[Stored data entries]
□ □ □ □ □

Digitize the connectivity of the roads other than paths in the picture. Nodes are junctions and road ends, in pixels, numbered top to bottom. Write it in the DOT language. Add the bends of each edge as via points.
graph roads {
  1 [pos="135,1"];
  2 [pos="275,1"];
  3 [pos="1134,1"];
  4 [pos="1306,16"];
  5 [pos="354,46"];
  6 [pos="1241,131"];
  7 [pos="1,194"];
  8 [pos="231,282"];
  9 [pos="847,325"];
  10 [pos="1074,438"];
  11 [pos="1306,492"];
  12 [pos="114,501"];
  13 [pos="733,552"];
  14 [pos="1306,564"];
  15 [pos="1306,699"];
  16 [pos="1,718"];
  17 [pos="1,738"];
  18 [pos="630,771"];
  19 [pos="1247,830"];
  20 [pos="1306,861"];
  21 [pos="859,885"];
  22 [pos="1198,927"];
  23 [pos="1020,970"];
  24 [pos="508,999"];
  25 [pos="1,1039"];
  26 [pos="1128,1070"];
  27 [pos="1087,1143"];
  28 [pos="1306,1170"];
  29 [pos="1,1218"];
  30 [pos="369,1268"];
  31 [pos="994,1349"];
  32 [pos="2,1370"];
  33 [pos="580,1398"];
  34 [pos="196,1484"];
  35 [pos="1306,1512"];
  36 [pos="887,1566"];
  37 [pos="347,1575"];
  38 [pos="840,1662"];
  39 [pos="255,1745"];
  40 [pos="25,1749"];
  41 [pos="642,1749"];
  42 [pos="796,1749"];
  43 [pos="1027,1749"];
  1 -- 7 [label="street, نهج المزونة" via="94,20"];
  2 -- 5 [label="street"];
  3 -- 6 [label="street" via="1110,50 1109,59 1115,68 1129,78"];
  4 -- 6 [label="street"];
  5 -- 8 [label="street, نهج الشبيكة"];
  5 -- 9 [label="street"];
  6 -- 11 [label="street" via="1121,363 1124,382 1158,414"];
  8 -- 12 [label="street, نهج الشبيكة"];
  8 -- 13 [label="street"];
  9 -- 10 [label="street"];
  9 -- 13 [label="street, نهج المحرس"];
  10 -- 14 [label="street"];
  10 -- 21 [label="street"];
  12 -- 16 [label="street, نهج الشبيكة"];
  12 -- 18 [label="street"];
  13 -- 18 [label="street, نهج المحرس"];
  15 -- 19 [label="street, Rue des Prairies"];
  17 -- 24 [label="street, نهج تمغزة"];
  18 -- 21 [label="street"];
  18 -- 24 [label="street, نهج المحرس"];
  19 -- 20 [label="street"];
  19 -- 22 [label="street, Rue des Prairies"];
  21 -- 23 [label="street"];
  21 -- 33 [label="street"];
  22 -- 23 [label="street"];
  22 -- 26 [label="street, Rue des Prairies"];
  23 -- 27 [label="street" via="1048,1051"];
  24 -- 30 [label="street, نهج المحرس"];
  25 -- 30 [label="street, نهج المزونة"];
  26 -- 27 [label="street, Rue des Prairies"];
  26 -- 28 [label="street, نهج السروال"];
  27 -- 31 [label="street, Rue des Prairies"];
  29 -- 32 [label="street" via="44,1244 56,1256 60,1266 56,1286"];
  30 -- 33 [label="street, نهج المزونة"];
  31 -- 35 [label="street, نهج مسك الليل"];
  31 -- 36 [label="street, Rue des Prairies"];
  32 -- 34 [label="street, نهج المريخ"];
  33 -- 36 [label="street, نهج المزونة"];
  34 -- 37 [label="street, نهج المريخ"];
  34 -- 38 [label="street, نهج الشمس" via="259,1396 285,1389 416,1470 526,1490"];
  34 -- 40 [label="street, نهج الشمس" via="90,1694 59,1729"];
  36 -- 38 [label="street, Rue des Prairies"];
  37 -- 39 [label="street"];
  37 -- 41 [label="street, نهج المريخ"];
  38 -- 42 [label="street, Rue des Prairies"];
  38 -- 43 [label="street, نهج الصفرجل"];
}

□ □ □ □ □

Try it
Search the entries for the word "الشمس" and show every line that has it.

Output
  34 -- 38 [label="street, نهج الشمس" via="259,1396 285,1389 416,1470 526,1490"];
  34 -- 40 [label="street, نهج الشمس" via="90,1694 59,1729"];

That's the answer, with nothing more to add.